The struct ossv_bridge
is used to bridge between perl and C++ objects. It contains transient cursors and transient pointers to persistent data. Immediately after a transaction finishes, invalidate
is invoked on all outstanding bridges.
This is necessary in order to update the reference counts properly. This was also the most difficult part to get right. But hey, how many databases do ref counting?
DIRECTION
LEANER COLLECTION REPRESENTATIONS
The ObjectStore collections are weighted down with unnecessary index and query support. I'd like to replace them with a suite of lean representations for large cardinality collections to compliment the Splash collections.
MORE BUILT-IN DATA TYPES
File objects implemented using osmmtype and subclassed from IO::Handle. Support for one of Object Design's Text Object Managers? Support for bit vectors and matrics?
APIs
Support for notification, database access control, and any other interesting ObjectStore APIs.
EXPORTS
bless
, try_read
, try_update
, try_abort_only
by default. Most other static methods can also be exported.
BUGS
HIGH VOLITILITY
Anything not documented is subject to change without notice. (I will try to preserve backward compatibility when possible.)
CURSED OBJECTS
The strings used to record the blessed nature of persistent objects are allocated in a private hash in the default segment of a database (See
'ospeek -all'
). If you accidentally mess up or change any of these strings, your objects will be cursed. You have a backup, right?NESTED TRANSACTIONS
Disabled until the transaction support is cleaned up.
MOP
This is not a general purpose ObjectStore editor with complete MOP support. Actually, I don't think this is a bug.
AUTHOR
Copyright (c) 1997 Joshua Nathaniel Pritikin. All rights reserved.
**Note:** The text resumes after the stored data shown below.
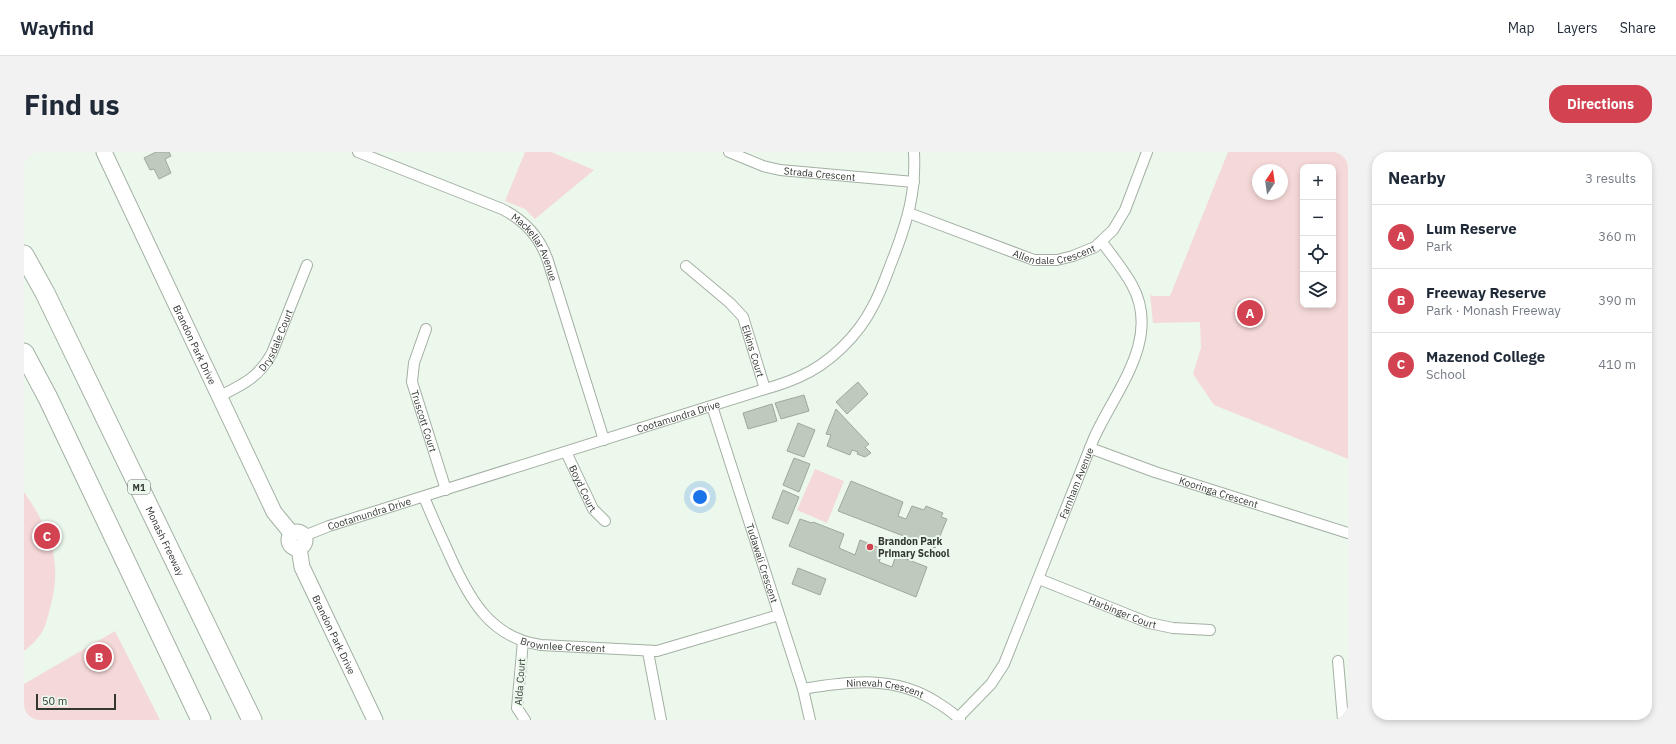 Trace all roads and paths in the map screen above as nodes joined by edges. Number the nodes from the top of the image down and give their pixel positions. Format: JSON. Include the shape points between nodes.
{"nodes":[{"id":1,"x":104,"y":152,"type":"edge"},
{"id":2,"x":358,"y":152,"type":"edge"},
{"id":3,"x":914,"y":152,"type":"edge"},
{"id":4,"x":1147,"y":152,"type":"edge"},
{"id":5,"x":734,"y":153,"type":"edge"},
{"id":6,"x":914,"y":182,"type":"junction"},
{"id":7,"x":909,"y":214,"type":"junction"},
{"id":8,"x":1102,"y":242,"type":"junction"},
{"id":9,"x":24,"y":255,"type":"edge"},
{"id":10,"x":307,"y":265,"type":"dead end"},
{"id":11,"x":686,"y":266,"type":"dead end"},
{"id":12,"x":426,"y":329,"type":"dead end"},
{"id":13,"x":24,"y":353,"type":"edge"},
{"id":14,"x":765,"y":389,"type":"junction"},
{"id":15,"x":220,"y":396,"type":"junction"},
{"id":16,"x":712,"y":406,"type":"junction"},
{"id":17,"x":604,"y":440,"type":"junction"},
{"id":18,"x":1090,"y":448,"type":"junction"},
{"id":19,"x":566,"y":452,"type":"junction"},
{"id":20,"x":446,"y":490,"type":"junction"},
{"id":21,"x":424,"y":497,"type":"junction"},
{"id":22,"x":605,"y":521,"type":"dead end"},
{"id":23,"x":1348,"y":533,"type":"edge"},
{"id":24,"x":298,"y":539,"type":"junction"},
{"id":25,"x":1039,"y":579,"type":"junction"},
{"id":26,"x":779,"y":615,"type":"junction"},
{"id":27,"x":1210,"y":630,"type":"dead end"},
{"id":28,"x":523,"y":641,"type":"junction"},
{"id":29,"x":648,"y":652,"type":"junction"},
{"id":30,"x":1338,"y":661,"type":"dead end"},
{"id":31,"x":803,"y":689,"type":"junction"},
{"id":32,"x":959,"y":719,"type":"edge"},
{"id":33,"x":200,"y":720,"type":"edge"},
{"id":34,"x":252,"y":720,"type":"edge"},
{"id":35,"x":375,"y":720,"type":"edge"},
{"id":36,"x":525,"y":720,"type":"edge"},
{"id":37,"x":662,"y":720,"type":"edge"},
{"id":38,"x":810,"y":720,"type":"edge"},
{"id":39,"x":1343,"y":720,"type":"edge"}],
"edges":[{"from":1,"to":15,"type":"street","name":"Brandon Park Drive"},
{"from":2,"to":17,"type":"street","name":"Mackellar Avenue","via":[[502,209],[518,218],[531,230],[548,261]]},
{"from":3,"to":6,"type":"street","name":"Cootamundra Drive"},
{"from":4,"to":8,"type":"street","name":"Allendale Crescent","via":[[1125,210]]},
{"from":5,"to":6,"type":"street","name":"Strada Crescent","via":[[762,166],[780,170]]},
{"from":6,"to":7,"type":"street","name":"Cootamundra Drive"},
{"from":7,"to":8,"type":"street","name":"Allendale Crescent","via":[[1034,260],[1056,260],[1073,256],[1088,251]]},
{"from":7,"to":14,"type":"street","name":"Cootamundra Drive","via":[[873,306],[850,338],[812,370]]},
{"from":8,"to":18,"type":"street","name":"Farnham Avenue","via":[[1132,286],[1139,301],[1142,322],[1134,358],[1125,380]]},
{"from":9,"to":34,"type":"highway","name":"Monash Freeway","number":"M1"},
{"from":10,"to":15,"type":"street","name":"Drysdale Court","via":[[268,361],[252,378]]},
{"from":11,"to":14,"type":"street","name":"Elkins Court","via":[[743,317]]},
{"from":12,"to":20,"type":"street","name":"Truscott Court","via":[[416,355],[412,382]]},
{"from":13,"to":33,"type":"highway","via":[[48,398]]},
{"from":14,"to":16,"type":"street","name":"Cootamundra Drive"},
{"from":15,"to":24,"type":"street","name":"Brandon Park Drive","via":[[274,512]]},
{"from":16,"to":17,"type":"street","name":"Cootamundra Drive"},
{"from":16,"to":26,"type":"street","name":"Tudawali Crescent"},
{"from":17,"to":19,"type":"street","name":"Cootamundra Drive"},
{"from":18,"to":23,"type":"street","name":"Kooringa Crescent","via":[[1148,470]]},
{"from":18,"to":25,"type":"street","name":"Farnham Avenue"},
{"from":19,"to":20,"type":"street","name":"Cootamundra Drive"},
{"from":19,"to":22,"type":"street","name":"Boyd Court","via":[[593,509]]},
{"from":20,"to":21,"type":"street","name":"Cootamundra Drive"},
{"from":21,"to":24,"type":"street","name":"Cootamundra Drive","via":[[329,526]]},
{"from":21,"to":28,"type":"street","name":"Brownlee Crescent","via":[[473,602],[484,616]]},
{"from":24,"to":35,"type":"street","name":"Brandon Park Drive","via":[[302,567]]},
{"from":25,"to":27,"type":"street","name":"Harbinger Court","via":[[1149,623],[1185,630]]},
{"from":25,"to":32,"type":"street","name":"Farnham Avenue","via":[[1000,671],[989,687]]},
{"from":26,"to":29,"type":"street","name":"Brownlee Crescent","via":[[663,650]]},
{"from":26,"to":31,"type":"street","name":"Tudawali Crescent"},
{"from":28,"to":29,"type":"street","name":"Brownlee Crescent","via":[[541,645]]},
{"from":28,"to":36,"type":"street","name":"Alda Court","via":[[517,708]]},
{"from":29,"to":37,"type":"street"},
{"from":30,"to":39,"type":"street"},
{"from":31,"to":32,"type":"street","name":"Ninevah Crescent","via":[[863,681],[890,683],[924,694]]},
{"from":31,"to":38,"type":"street","name":"Tudawali Crescent"}]}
This package is free software; you can redistribute it and/or modify it under the same terms as perl itself. The software is provided "as is" without express or implied warranty. Perl / ObjectStore is available via any CPAN mirror site. See http://www.perl.com/CPAN/modules/by-module/ObjStore
Portions of the collection code snapped from splash, Jim Morris's delightful C++ library ftp://ftp.wolfman.com/users/morris/public/splash .
Also, a poignant thanks to all the wonderful teachers with which I've had the opportunity of studying.
SEE ALSO
Examples in the t/ directory, perl5, ObjectStore, and never again SQL!